Gage’s Fertilizer is a grain elevator and farm supply company based in Stanberry, Mo. Gage, who resides in Stanberry, is the company’s president, director, and majority owner.
The CFTC order finds that, from at least January 2004 to December 2008, Gage’s Fertilizer acted as an FCM by soliciting and accepting orders for the purchase and sale of domestic, exchange-traded commodity option contracts without registering with the CFTC as an FCM. The order finds that Gage’s Fertilizer failed to properly account for or segregate customer funds relating to such transactions. The order also finds that Gage solicited and accepted orders for the purchase and sale of domestic, exchange-traded commodity option contracts while failing to register as an AP of Gage’s Fertilizer. Gage’s Fertilizer allowed Gage to engage in such acts, usually conducted by an AP, without registering as such with the CFTC, according to the order. The order also requires Gage’s Fertilizer and Gage to comply with undertakings, including the commitment to disclose the CFTC order to Gage’s Fertilizer’s principals and employees, and to cooperate with any further investigation or legal action arising from this matter.
The order appoints the National Futures Association to collect payments by Gage’s Fertilizer and Gage, and to distribute such payments to those harmed by the violations described in the CFTC order.
Both Gage and his attorney, Todd Graves, told Green Markets that Gage should have registered with the CFTC, and that was the problem.

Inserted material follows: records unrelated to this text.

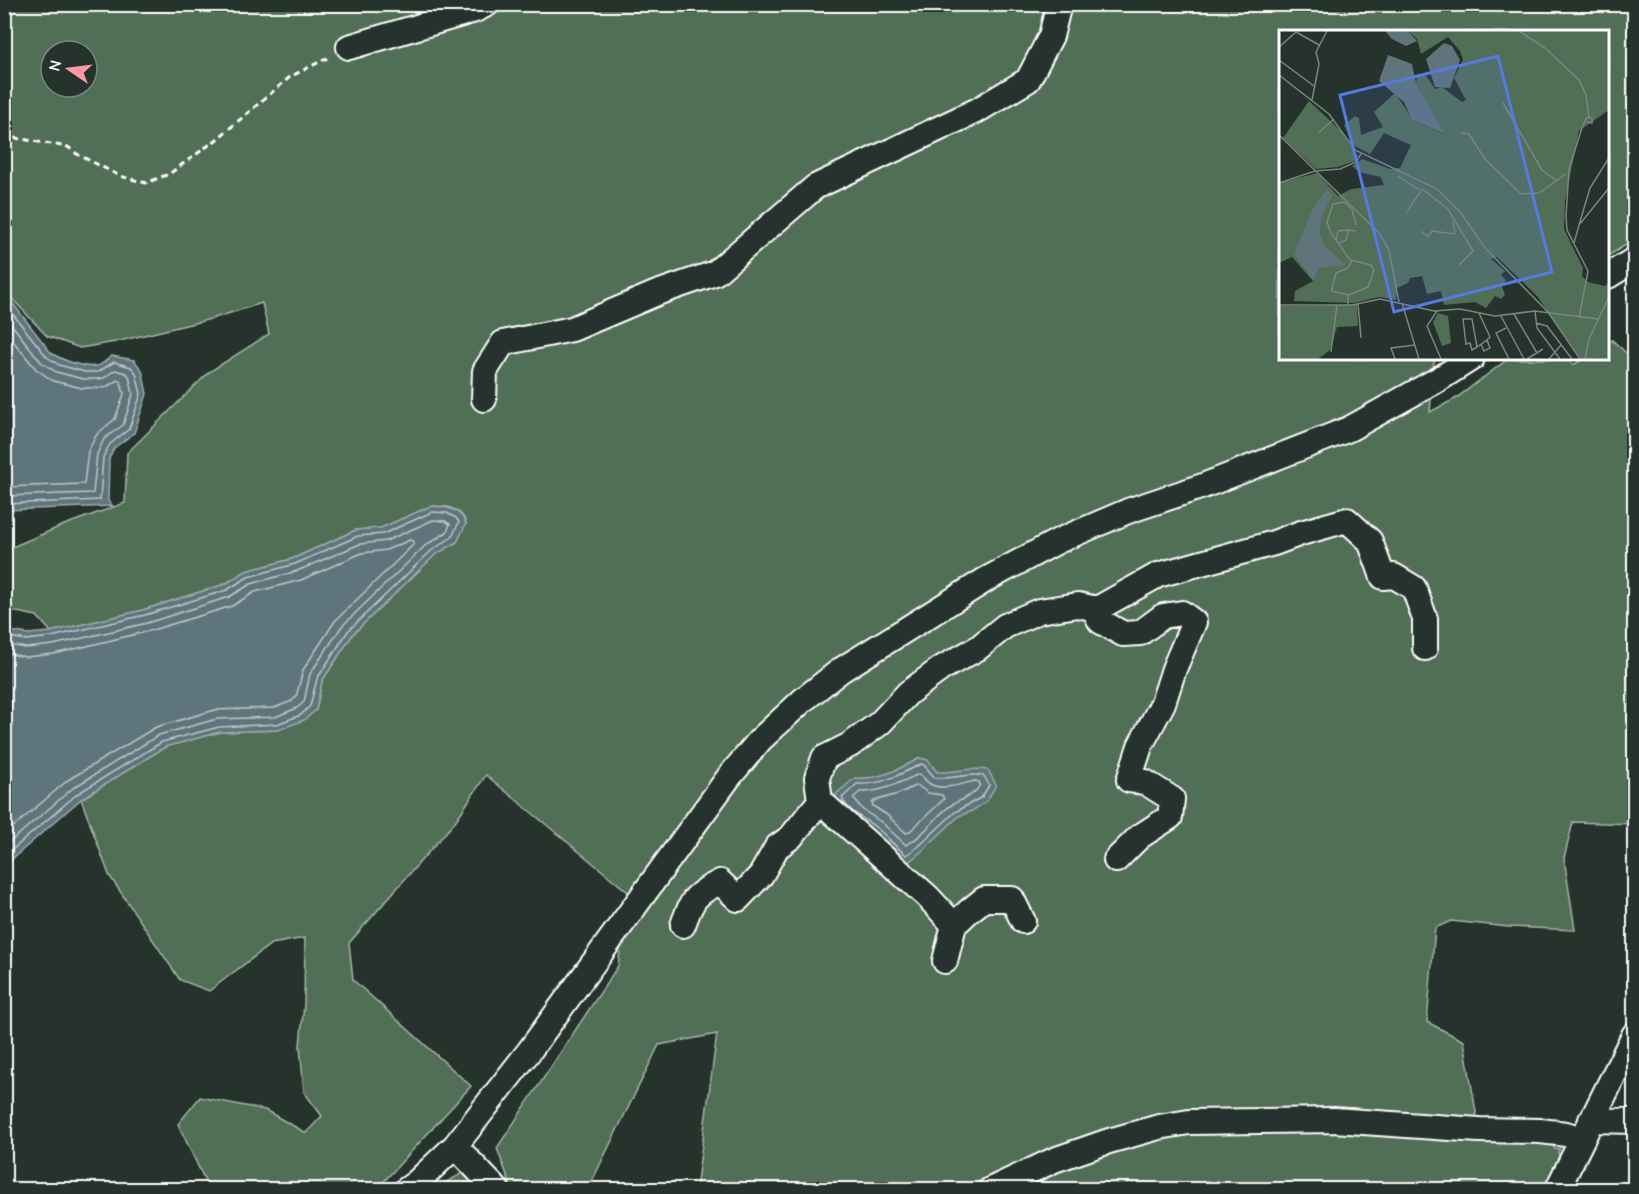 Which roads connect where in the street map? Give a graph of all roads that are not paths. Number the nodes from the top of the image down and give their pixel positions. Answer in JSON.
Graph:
{"nodes":[{"id":1,"x":487,"y":4,"type":"edge"},
{"id":2,"x":1059,"y":4,"type":"edge"},
{"id":3,"x":349,"y":47,"type":"road end"},
{"id":4,"x":1635,"y":260,"type":"edge"},
{"id":5,"x":1609,"y":275,"type":"edge"},
{"id":6,"x":1469,"y":360,"type":"edge"},
{"id":7,"x":484,"y":399,"type":"dead end"},
{"id":8,"x":1096,"y":613,"type":"dead end"},
{"id":9,"x":1425,"y":648,"type":"dead end"},
{"id":10,"x":820,"y":801,"type":"junction"},
{"id":11,"x":1116,"y":860,"type":"dead end"},
{"id":12,"x":1023,"y":921,"type":"dead end"},
{"id":13,"x":683,"y":925,"type":"dead end"},
{"id":14,"x":954,"y":925,"type":"junction"},
{"id":15,"x":945,"y":961,"type":"dead end"},
{"id":16,"x":1635,"y":1035,"type":"edge"},
{"id":17,"x":1635,"y":1121,"type":"edge"},
{"id":18,"x":1586,"y":1130,"type":"junction"},
{"id":19,"x":455,"y":1146,"type":"junction"},
{"id":20,"x":406,"y":1190,"type":"edge"},
{"id":21,"x":496,"y":1190,"type":"edge"},
{"id":22,"x":990,"y":1190,"type":"edge"},
{"id":23,"x":1557,"y":1190,"type":"edge"}],
"edges":[{"from":1,"to":3,"type":"street"},
{"from":2,"to":7,"type":"street"},
{"from":4,"to":5,"type":"street"},
{"from":6,"to":19,"type":"street"},
{"from":8,"to":11,"type":"street"},
{"from":9,"to":10,"type":"street"},
{"from":10,"to":13,"type":"street"},
{"from":10,"to":14,"type":"street"},
{"from":12,"to":14,"type":"street"},
{"from":14,"to":15,"type":"street"},
{"from":16,"to":18,"type":"street"},
{"from":17,"to":18,"type":"street"},
{"from":18,"to":22,"type":"street"},
{"from":18,"to":23,"type":"street"},
{"from":19,"to":20,"type":"street"},
{"from":19,"to":21,"type":"street"}]}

Otherwise, Graves said there was no admission of wrongdoing. He denied that there were any allegations of fraud, and said the charges were in relation to trades on the grain elevator side of the business.
According to its Web site, Gage says it has provided quality agricultural supply sales and grain purchasing and storage options for farmers throughout Northwest Missouri since 1988, and that it has eight locations – in Stanberry, Maitland, Ravenwood, Albany, St. Joseph, Kansas City, Skidmore, and Bethany, Mo.
Gage is one of the plaintiffs in one of several antitrust lawsuits brought against potash producers a few years ago (GM Sept. 22, 2008; Feb. 9, 2009). Sources said last week that those cases continue to linger in the court system before the U.S. Court of Appeals for the Seventh Circuit.